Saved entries
◇ ◇ ◇ ◇ ◇
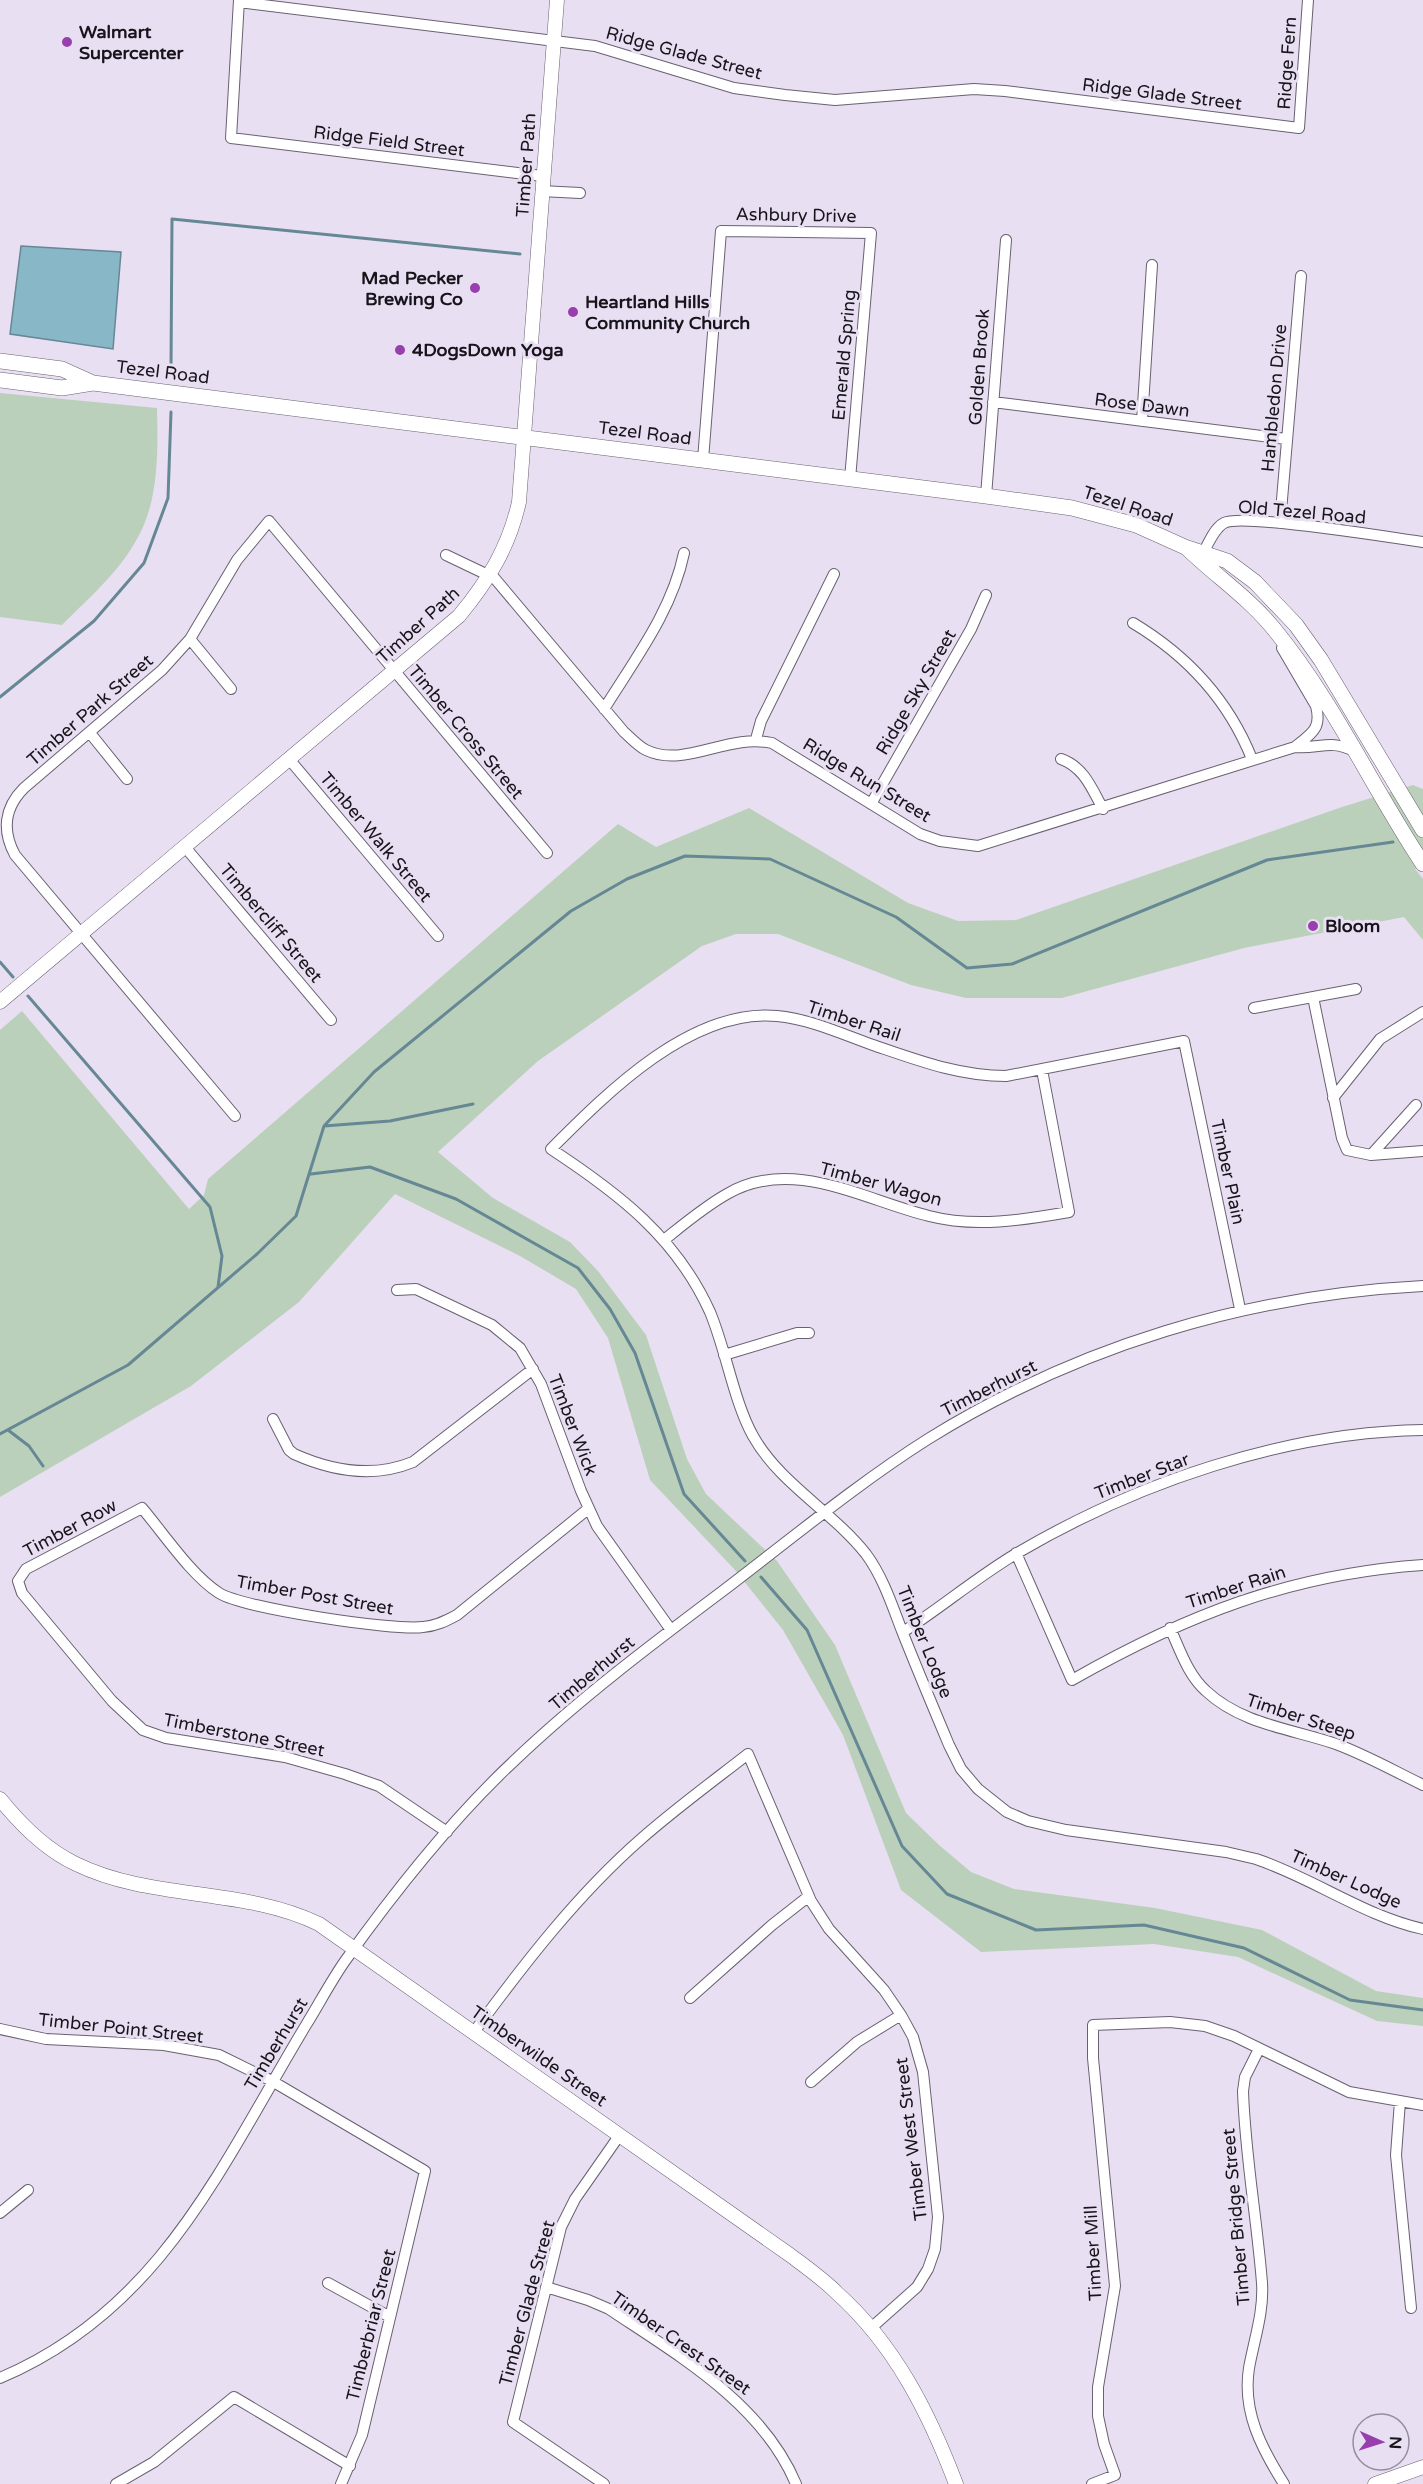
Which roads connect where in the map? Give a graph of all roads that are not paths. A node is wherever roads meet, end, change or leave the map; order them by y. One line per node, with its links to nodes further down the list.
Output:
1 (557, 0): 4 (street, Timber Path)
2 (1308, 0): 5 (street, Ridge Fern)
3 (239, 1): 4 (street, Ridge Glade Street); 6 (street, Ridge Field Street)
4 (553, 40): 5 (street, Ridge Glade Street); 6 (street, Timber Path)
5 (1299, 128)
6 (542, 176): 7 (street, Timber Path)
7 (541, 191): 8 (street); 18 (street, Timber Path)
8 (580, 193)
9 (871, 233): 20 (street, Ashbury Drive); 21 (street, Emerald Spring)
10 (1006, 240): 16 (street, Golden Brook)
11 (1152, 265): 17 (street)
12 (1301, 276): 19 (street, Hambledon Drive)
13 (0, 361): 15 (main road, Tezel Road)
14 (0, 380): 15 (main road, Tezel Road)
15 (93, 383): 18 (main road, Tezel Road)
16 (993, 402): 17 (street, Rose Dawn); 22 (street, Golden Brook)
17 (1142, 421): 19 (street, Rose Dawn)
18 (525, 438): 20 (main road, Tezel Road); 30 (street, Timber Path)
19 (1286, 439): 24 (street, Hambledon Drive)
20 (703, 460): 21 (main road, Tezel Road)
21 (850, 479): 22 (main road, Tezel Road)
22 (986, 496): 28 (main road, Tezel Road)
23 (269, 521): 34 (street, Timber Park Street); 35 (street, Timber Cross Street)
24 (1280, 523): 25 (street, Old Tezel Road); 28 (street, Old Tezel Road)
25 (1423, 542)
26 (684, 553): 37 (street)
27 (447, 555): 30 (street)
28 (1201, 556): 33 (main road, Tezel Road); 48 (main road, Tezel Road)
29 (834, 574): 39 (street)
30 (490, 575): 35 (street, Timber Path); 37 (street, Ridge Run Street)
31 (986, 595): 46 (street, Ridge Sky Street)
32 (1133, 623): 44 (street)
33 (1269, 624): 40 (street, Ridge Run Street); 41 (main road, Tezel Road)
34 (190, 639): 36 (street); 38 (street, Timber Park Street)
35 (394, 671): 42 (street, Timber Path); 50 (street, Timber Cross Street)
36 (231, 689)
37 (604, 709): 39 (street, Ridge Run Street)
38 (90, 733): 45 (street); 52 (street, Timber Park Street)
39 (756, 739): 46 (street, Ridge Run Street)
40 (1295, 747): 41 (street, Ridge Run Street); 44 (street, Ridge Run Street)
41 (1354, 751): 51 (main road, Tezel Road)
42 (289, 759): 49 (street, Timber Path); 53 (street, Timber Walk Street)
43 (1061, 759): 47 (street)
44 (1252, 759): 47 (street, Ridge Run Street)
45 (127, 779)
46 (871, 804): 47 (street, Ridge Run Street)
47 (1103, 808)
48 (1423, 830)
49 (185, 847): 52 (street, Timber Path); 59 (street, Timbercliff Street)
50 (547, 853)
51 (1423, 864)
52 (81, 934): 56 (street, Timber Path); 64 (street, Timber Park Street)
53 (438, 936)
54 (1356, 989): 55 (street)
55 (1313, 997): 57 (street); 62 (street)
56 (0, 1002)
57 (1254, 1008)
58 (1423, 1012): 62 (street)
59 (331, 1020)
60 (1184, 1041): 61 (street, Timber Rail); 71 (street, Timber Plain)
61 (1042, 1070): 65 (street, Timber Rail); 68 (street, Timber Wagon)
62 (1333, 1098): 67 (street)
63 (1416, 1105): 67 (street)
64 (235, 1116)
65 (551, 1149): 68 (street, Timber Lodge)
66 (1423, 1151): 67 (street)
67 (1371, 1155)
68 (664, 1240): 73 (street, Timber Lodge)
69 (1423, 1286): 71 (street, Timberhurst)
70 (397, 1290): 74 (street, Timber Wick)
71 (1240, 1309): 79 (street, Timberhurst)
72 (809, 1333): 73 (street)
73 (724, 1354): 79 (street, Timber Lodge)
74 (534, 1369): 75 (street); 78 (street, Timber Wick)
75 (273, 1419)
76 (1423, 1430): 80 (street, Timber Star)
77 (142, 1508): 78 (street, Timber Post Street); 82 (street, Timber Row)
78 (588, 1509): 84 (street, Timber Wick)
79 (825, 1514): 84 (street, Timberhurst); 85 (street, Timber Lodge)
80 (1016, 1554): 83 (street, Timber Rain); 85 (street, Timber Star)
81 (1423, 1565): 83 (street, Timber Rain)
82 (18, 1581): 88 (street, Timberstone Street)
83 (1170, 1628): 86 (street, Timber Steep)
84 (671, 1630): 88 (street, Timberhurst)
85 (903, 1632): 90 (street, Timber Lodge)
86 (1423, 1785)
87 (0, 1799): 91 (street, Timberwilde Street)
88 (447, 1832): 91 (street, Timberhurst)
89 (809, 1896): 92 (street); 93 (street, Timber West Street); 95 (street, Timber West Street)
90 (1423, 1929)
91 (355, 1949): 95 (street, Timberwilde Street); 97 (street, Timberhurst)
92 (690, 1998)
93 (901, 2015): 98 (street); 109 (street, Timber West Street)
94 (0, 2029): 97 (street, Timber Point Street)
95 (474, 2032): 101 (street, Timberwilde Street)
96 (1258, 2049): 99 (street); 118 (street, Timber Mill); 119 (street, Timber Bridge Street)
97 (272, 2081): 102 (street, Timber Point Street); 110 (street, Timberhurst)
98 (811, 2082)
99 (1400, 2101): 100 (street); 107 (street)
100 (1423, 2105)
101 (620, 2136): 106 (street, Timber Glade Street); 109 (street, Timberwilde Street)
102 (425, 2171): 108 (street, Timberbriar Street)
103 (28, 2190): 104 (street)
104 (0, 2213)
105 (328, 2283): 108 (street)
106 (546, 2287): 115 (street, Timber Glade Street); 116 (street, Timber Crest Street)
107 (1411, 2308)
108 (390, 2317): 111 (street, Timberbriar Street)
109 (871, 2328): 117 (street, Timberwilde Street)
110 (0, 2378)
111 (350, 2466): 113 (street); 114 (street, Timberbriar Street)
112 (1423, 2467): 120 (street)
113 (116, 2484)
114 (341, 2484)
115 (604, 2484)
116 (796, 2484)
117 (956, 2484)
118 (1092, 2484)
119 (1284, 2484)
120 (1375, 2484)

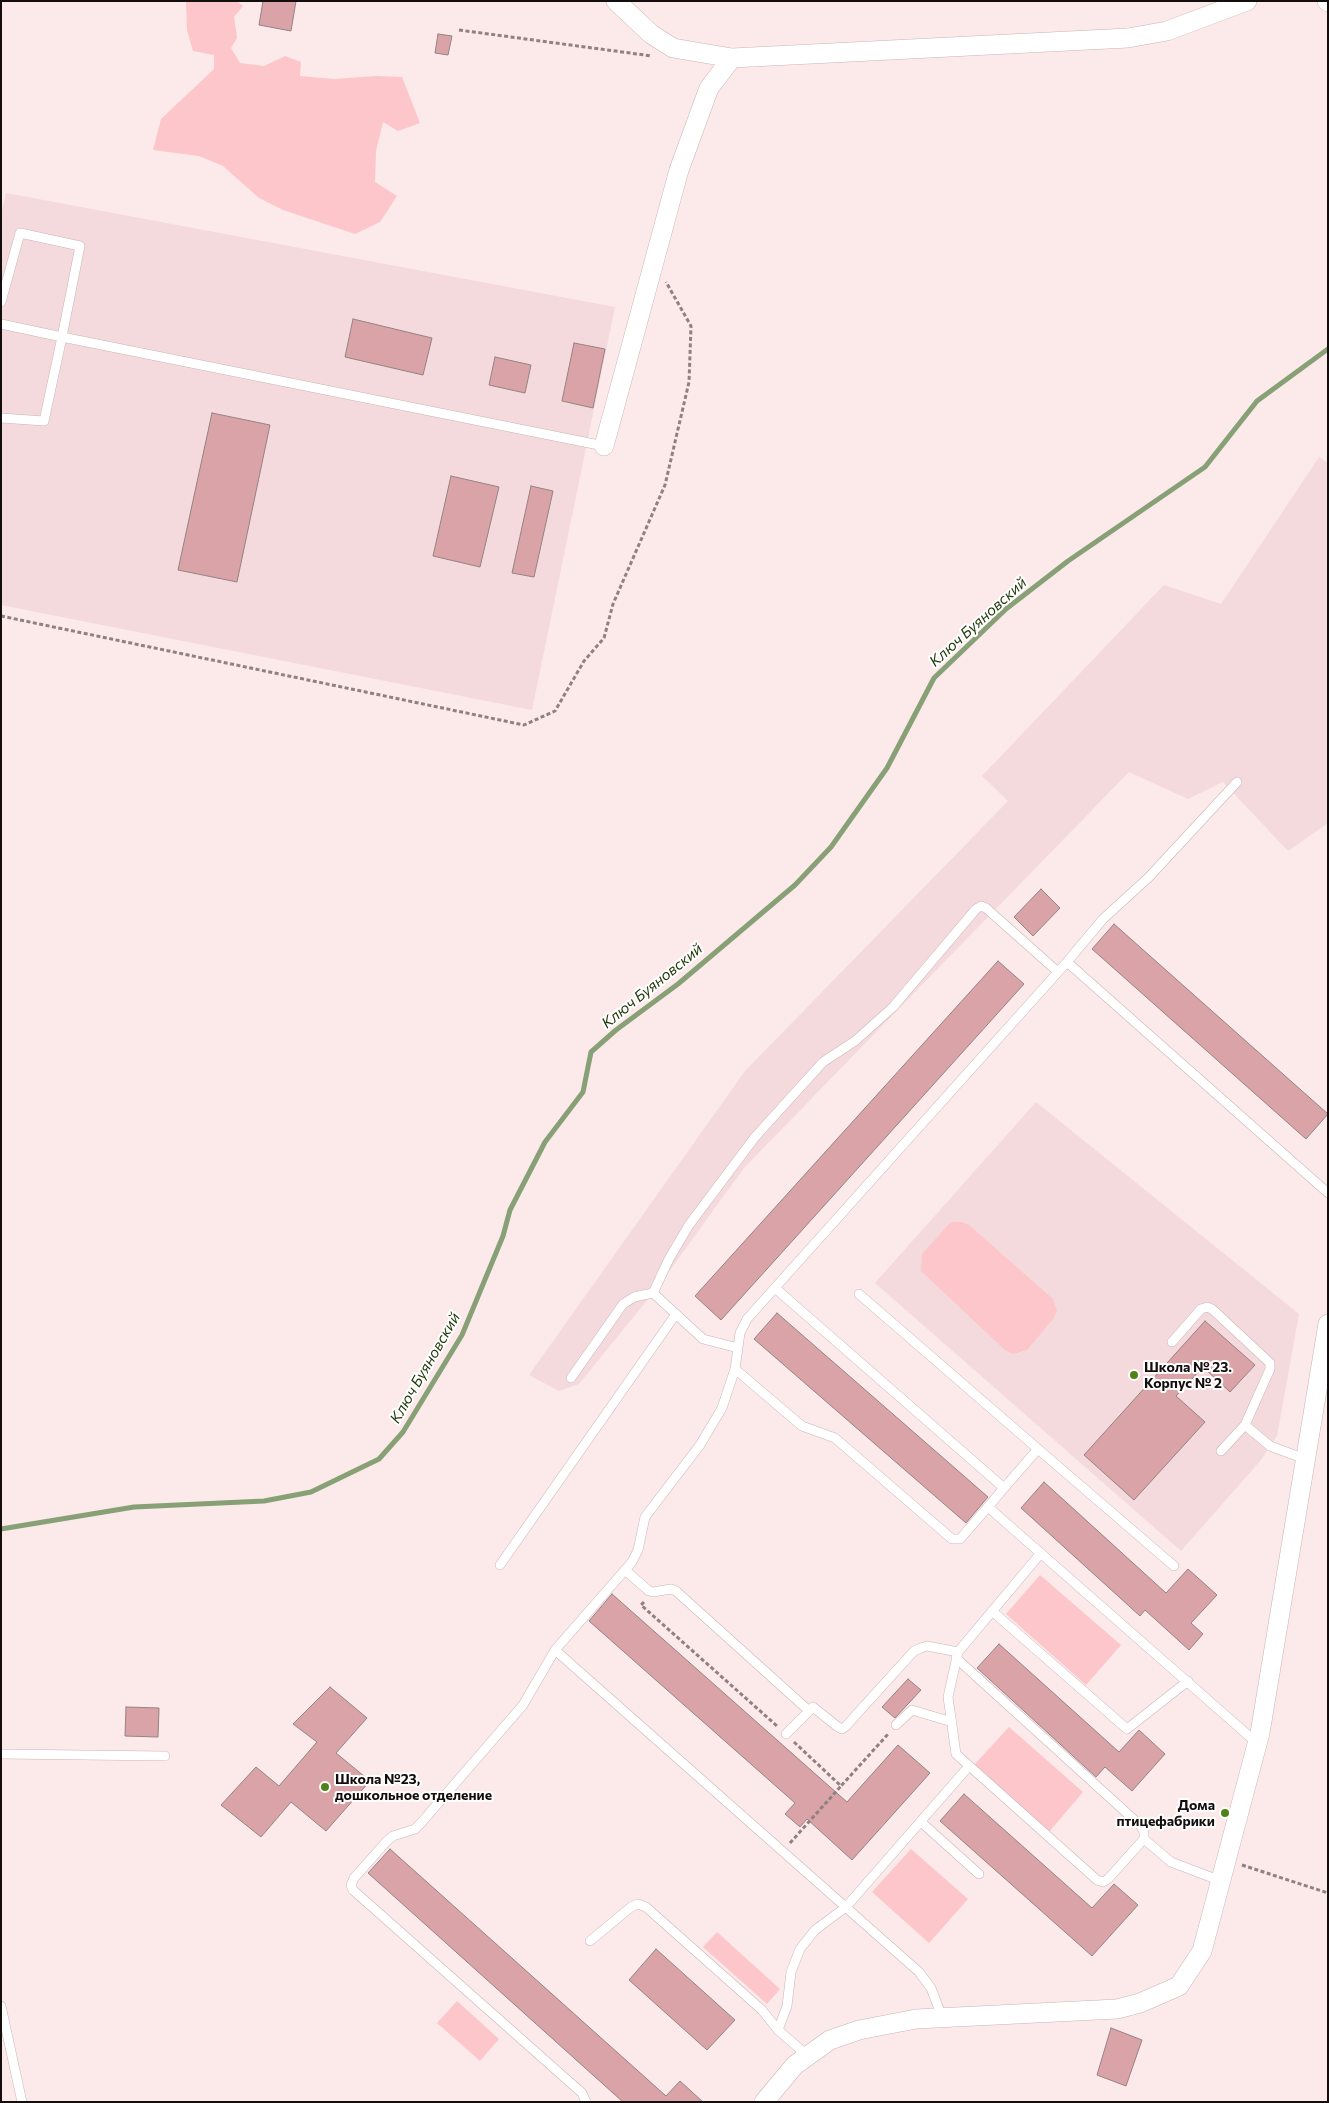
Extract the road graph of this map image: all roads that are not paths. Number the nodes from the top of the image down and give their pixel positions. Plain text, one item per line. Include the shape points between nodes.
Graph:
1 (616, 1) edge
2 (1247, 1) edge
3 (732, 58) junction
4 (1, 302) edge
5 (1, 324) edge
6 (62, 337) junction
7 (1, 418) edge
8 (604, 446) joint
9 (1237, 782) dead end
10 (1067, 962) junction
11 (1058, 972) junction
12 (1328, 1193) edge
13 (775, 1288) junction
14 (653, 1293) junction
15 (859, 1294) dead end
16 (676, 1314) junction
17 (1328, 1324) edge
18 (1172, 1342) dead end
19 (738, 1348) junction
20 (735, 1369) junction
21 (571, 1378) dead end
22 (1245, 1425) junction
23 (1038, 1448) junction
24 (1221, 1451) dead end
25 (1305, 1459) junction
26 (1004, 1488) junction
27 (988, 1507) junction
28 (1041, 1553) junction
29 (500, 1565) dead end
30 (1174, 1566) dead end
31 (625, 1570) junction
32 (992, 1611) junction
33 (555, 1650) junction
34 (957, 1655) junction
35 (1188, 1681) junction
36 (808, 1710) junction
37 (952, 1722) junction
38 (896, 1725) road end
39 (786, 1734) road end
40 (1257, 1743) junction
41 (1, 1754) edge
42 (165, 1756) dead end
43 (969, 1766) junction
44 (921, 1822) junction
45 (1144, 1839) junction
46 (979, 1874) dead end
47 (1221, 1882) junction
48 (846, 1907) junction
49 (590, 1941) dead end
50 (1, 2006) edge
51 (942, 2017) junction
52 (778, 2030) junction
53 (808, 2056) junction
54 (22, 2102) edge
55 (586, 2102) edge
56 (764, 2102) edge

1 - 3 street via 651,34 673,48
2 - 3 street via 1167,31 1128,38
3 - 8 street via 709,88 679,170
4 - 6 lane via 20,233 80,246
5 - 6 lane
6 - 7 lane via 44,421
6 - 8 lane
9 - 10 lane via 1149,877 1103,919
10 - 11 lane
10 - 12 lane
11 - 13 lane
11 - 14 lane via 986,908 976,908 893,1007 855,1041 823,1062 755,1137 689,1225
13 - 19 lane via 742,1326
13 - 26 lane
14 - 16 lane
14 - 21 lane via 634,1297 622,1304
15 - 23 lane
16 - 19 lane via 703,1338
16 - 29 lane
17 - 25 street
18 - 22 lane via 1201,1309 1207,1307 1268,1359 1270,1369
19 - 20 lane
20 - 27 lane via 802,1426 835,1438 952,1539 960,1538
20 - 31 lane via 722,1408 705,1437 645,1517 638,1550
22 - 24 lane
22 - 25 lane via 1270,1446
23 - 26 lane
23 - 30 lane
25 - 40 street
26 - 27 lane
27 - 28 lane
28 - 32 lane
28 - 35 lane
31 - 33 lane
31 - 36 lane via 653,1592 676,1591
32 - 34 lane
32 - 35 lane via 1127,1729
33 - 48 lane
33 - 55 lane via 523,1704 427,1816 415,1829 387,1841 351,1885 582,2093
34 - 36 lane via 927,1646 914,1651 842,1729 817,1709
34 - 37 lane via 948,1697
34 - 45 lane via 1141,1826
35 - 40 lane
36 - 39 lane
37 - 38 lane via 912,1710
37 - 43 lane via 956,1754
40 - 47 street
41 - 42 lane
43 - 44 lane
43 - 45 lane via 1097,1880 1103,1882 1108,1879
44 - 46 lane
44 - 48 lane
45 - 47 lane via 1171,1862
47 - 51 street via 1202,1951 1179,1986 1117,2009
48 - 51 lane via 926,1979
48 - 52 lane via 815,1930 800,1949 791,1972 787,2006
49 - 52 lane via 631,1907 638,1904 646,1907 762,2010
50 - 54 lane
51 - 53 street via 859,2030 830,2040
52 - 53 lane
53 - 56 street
◇ ◇ ◇ ◇ ◇
What is expected
Find the lines above holding the word "down" and show them.

Answer below
Which roads connect where in the map? Give a graph of all roads that are not paths. A node is wherever roads meet, end, change or leave the map; order them by y. One line per node, with its links to nodes further down the list.
Extract the road graph of this map image: all roads that are not paths. Number the nodes from the top of the image down and give their pixel positions. Plain text, one item per line. Include the shape points between nodes.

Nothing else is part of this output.